TASK DETAILS. If a line in the records contains the string "radius", show that line.

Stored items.
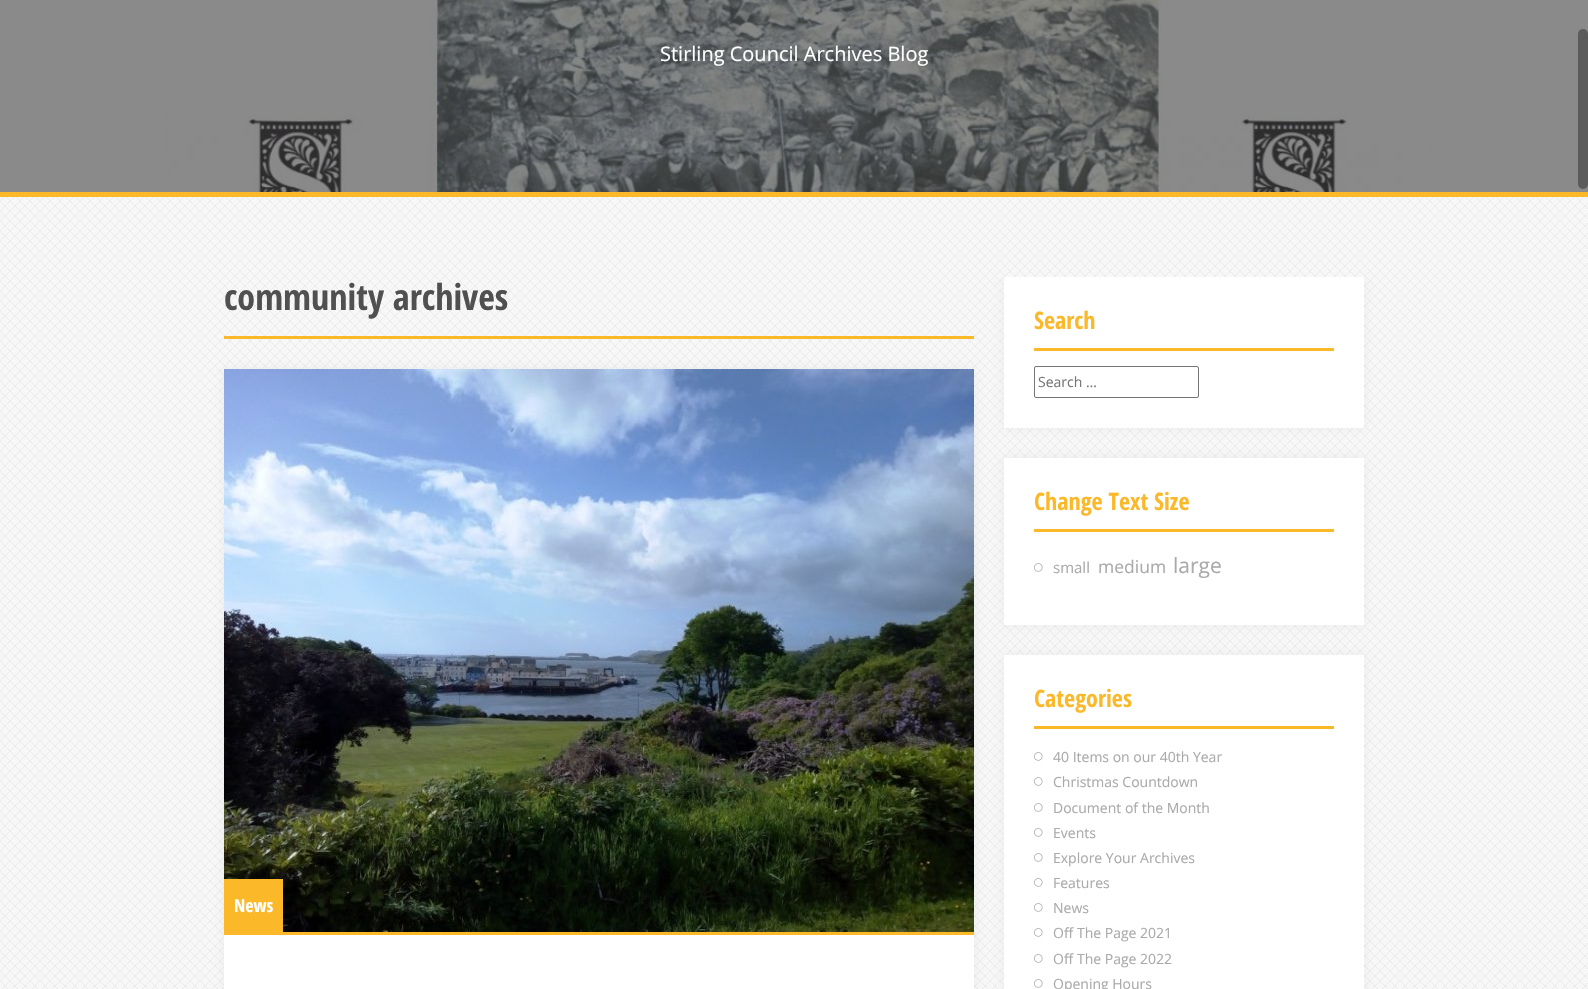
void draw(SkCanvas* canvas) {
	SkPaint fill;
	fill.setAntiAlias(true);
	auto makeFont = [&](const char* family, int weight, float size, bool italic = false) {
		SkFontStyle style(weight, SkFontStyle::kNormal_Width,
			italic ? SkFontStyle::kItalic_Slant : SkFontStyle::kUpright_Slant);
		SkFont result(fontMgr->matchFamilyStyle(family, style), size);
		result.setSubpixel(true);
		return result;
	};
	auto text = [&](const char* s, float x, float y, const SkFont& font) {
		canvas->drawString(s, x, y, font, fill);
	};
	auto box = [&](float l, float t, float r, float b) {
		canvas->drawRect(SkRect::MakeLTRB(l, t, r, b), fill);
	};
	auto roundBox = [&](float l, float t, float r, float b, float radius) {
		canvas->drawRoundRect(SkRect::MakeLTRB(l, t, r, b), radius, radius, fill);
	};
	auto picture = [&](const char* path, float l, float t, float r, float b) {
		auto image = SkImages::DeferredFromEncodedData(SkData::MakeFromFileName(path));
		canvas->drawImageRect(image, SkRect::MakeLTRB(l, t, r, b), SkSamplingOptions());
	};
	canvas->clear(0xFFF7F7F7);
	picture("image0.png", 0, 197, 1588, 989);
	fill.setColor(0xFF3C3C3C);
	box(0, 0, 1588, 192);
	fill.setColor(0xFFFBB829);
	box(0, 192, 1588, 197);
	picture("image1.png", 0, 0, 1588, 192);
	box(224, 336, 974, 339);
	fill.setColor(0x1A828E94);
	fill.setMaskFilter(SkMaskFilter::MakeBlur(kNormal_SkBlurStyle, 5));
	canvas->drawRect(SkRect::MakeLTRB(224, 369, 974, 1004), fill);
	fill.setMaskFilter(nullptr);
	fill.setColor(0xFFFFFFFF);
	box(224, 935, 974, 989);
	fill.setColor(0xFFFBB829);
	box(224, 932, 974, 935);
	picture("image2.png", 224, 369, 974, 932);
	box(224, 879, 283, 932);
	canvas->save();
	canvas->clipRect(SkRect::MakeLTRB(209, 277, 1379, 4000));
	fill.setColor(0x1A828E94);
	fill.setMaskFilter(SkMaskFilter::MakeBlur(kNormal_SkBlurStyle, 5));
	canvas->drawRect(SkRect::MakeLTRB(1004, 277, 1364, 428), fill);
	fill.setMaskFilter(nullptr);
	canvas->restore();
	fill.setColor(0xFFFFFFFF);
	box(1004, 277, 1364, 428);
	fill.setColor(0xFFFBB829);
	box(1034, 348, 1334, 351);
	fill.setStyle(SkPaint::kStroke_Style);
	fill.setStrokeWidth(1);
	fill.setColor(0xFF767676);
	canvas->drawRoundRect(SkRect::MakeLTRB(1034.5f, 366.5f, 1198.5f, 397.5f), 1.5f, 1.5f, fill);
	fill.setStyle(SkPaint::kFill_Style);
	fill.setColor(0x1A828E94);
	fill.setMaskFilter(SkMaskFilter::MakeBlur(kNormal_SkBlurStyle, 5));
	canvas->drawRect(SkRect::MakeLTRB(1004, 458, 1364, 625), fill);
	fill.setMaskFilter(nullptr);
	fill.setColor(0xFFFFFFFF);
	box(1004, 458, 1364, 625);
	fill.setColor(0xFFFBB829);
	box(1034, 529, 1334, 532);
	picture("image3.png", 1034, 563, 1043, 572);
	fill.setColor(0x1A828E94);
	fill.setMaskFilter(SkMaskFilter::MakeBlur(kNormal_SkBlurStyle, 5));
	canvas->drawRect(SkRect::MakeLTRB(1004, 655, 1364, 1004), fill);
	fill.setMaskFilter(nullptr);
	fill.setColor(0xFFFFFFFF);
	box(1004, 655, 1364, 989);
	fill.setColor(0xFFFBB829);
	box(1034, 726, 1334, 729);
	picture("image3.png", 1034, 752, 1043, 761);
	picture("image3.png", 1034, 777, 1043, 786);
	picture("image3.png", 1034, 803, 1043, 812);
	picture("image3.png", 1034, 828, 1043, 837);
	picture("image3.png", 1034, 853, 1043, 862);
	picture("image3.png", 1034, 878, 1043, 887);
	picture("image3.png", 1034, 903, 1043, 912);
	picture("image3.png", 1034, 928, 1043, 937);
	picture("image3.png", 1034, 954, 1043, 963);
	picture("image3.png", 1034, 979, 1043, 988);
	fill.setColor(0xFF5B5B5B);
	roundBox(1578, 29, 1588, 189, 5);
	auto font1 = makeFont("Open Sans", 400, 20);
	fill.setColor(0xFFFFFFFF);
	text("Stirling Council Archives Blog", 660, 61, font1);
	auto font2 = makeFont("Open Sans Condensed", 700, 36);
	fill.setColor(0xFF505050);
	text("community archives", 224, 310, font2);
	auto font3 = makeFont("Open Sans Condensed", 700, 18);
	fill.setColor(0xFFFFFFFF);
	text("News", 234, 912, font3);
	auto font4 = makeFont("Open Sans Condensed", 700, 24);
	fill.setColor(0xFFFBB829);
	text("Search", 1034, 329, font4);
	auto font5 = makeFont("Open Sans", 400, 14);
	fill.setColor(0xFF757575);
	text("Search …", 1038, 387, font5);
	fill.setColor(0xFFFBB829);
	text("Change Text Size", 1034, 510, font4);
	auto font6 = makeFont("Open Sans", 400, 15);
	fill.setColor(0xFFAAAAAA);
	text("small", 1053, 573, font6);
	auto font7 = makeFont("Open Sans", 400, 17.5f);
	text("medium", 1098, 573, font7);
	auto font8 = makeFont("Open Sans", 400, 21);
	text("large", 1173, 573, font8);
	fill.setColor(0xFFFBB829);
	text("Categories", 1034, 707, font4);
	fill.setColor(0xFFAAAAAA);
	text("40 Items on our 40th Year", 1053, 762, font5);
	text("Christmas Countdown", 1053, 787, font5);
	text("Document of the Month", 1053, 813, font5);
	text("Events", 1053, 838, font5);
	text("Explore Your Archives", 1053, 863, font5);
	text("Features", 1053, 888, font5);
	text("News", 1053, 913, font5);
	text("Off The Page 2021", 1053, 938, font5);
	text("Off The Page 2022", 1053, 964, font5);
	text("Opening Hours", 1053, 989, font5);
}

---

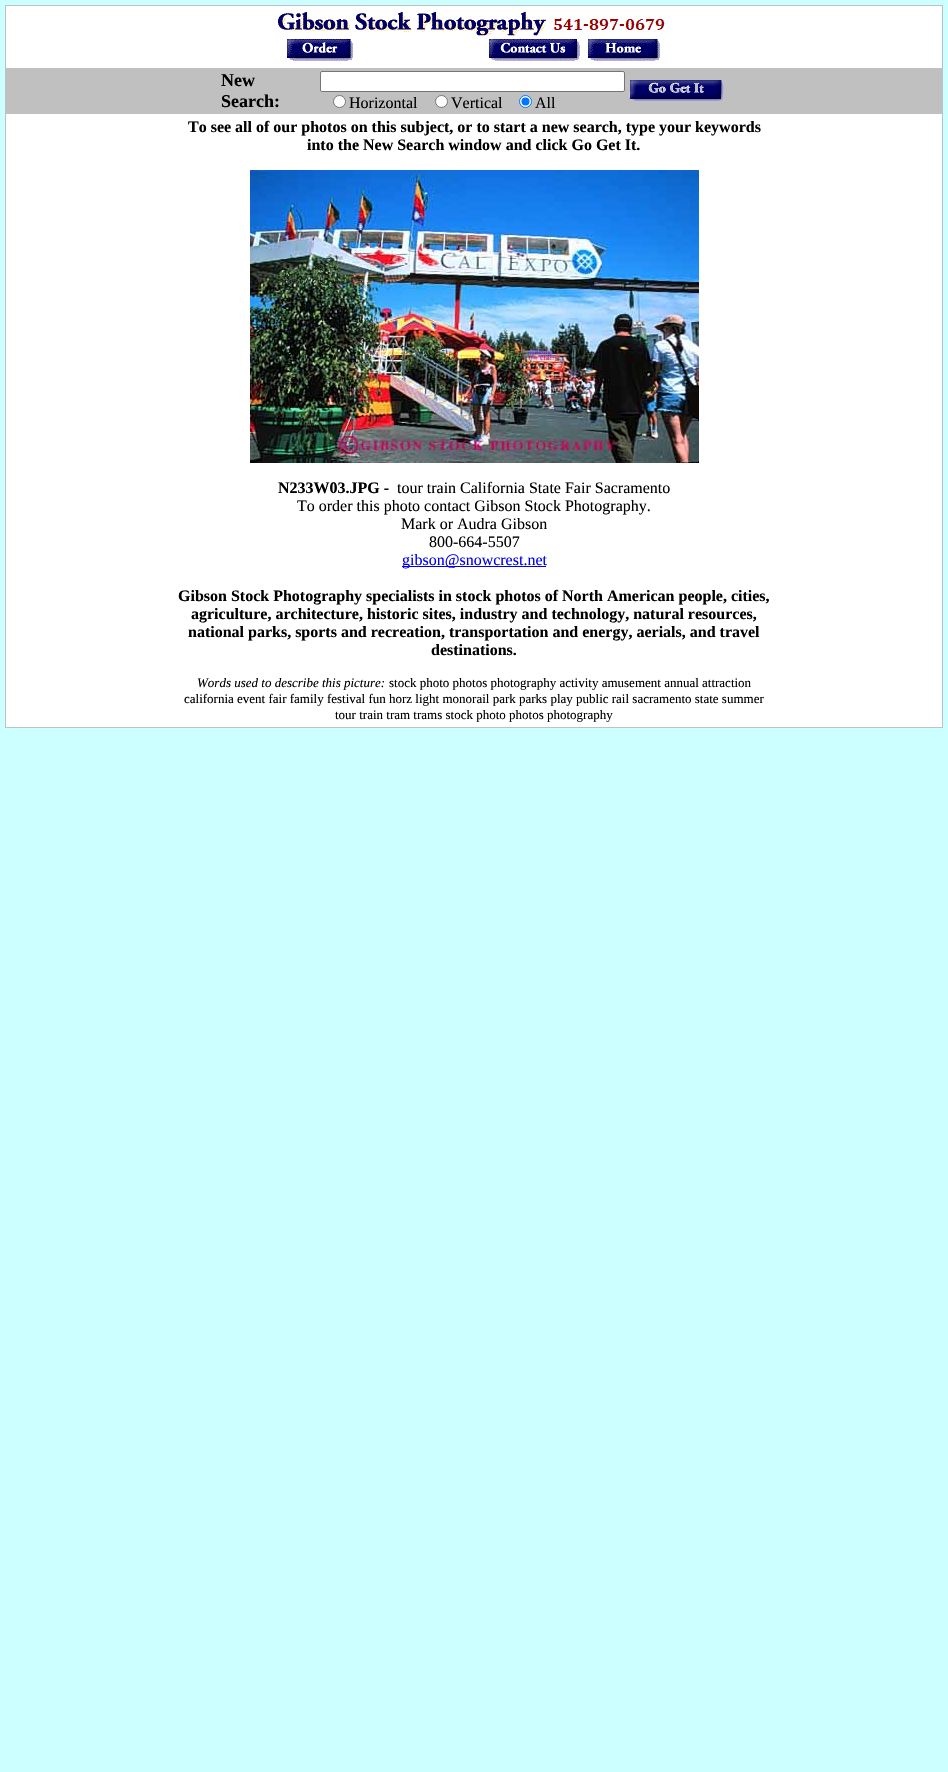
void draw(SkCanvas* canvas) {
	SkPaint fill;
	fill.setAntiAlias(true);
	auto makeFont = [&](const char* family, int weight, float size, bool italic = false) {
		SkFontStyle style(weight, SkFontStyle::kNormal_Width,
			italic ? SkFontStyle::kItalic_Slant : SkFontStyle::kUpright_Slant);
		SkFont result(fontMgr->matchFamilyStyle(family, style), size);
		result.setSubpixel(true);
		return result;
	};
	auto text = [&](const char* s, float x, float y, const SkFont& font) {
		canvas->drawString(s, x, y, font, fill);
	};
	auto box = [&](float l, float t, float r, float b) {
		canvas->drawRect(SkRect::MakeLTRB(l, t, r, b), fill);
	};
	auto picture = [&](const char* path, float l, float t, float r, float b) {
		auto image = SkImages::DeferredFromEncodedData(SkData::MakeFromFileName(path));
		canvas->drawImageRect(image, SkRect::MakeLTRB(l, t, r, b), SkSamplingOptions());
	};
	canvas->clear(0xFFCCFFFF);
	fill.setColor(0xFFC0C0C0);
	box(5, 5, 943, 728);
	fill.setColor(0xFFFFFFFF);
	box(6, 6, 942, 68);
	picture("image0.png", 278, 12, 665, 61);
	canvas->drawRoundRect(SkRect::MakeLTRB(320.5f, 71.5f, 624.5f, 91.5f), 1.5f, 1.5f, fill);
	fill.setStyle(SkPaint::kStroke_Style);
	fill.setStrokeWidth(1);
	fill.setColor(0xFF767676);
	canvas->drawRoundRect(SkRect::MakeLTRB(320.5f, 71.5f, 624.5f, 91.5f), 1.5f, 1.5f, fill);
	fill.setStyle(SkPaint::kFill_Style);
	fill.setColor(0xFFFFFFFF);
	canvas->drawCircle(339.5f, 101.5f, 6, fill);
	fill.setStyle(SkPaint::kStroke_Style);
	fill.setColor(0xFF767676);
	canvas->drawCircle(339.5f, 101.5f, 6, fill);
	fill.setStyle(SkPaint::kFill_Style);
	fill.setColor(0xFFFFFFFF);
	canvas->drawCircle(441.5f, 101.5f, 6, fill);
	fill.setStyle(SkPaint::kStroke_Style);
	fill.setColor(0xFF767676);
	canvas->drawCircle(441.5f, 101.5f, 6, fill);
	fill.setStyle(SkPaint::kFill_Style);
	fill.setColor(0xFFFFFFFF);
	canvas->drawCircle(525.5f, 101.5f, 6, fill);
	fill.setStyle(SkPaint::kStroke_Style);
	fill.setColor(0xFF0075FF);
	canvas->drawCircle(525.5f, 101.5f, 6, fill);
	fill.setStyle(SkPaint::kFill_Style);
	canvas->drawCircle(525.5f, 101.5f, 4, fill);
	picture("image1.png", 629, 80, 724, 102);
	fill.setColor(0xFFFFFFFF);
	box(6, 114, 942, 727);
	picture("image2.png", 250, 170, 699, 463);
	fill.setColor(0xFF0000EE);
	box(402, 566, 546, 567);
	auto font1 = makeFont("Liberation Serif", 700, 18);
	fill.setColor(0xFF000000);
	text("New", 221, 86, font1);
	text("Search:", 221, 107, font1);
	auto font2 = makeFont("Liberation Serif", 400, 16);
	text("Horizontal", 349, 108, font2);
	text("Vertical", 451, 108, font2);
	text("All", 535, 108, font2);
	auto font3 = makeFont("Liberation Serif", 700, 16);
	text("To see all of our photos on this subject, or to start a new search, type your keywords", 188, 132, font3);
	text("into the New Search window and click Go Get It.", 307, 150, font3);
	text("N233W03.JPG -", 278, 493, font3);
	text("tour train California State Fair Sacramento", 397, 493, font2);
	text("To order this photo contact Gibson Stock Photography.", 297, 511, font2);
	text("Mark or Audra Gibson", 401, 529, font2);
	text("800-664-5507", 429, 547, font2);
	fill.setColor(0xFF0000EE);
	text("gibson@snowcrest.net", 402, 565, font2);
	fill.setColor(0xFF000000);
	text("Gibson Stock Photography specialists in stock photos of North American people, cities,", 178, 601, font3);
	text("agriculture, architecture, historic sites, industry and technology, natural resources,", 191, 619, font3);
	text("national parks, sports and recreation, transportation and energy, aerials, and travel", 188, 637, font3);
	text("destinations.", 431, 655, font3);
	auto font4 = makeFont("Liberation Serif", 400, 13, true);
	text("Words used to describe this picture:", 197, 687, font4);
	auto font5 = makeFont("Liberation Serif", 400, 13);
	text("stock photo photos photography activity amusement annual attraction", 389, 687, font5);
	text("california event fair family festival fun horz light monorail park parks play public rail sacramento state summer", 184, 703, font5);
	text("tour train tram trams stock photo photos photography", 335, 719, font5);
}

...

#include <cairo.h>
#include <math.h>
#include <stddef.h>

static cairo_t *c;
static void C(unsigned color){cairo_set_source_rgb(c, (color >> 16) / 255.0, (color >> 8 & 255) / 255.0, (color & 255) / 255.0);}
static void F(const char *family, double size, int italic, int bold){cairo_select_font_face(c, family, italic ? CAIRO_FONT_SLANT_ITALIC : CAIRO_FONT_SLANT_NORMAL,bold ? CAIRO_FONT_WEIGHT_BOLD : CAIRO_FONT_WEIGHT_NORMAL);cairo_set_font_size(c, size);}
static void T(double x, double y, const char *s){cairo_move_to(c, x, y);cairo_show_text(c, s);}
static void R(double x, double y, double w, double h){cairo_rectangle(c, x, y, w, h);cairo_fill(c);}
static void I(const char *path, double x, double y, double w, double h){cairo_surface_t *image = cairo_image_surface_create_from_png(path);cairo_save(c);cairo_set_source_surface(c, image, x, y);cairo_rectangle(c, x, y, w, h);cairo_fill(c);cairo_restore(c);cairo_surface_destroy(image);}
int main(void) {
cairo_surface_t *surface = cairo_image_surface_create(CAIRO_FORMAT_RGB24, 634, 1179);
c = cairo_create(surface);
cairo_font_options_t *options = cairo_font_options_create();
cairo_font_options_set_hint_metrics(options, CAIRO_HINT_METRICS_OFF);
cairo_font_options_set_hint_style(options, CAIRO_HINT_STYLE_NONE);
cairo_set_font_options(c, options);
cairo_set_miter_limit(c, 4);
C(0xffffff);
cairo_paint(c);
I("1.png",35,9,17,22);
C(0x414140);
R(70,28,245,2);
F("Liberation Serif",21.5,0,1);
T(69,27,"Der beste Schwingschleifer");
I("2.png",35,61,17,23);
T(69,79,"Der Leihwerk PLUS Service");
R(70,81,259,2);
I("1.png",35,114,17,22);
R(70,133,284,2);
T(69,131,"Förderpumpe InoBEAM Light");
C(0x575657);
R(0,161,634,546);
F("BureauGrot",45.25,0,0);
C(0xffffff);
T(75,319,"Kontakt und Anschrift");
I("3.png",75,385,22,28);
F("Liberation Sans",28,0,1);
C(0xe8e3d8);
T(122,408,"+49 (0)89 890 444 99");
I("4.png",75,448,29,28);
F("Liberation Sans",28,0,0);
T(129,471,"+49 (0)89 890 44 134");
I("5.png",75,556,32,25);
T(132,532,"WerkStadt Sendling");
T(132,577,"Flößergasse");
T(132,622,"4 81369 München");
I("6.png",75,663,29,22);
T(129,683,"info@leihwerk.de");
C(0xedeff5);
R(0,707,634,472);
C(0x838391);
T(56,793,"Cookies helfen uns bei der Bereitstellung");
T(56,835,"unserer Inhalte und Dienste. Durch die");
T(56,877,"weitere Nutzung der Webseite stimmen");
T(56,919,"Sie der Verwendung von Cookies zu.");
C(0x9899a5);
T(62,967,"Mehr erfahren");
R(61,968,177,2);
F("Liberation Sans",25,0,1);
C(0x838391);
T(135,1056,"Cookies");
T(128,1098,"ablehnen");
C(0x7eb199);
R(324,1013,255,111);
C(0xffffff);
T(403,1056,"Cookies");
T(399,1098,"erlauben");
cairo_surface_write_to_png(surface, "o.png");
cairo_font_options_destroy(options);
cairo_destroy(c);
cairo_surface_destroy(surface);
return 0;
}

SOLUTION BELOW.
	auto roundBox = [&](float l, float t, float r, float b, float radius) {
		canvas->drawRoundRect(SkRect::MakeLTRB(l, t, r, b), radius, radius, fill);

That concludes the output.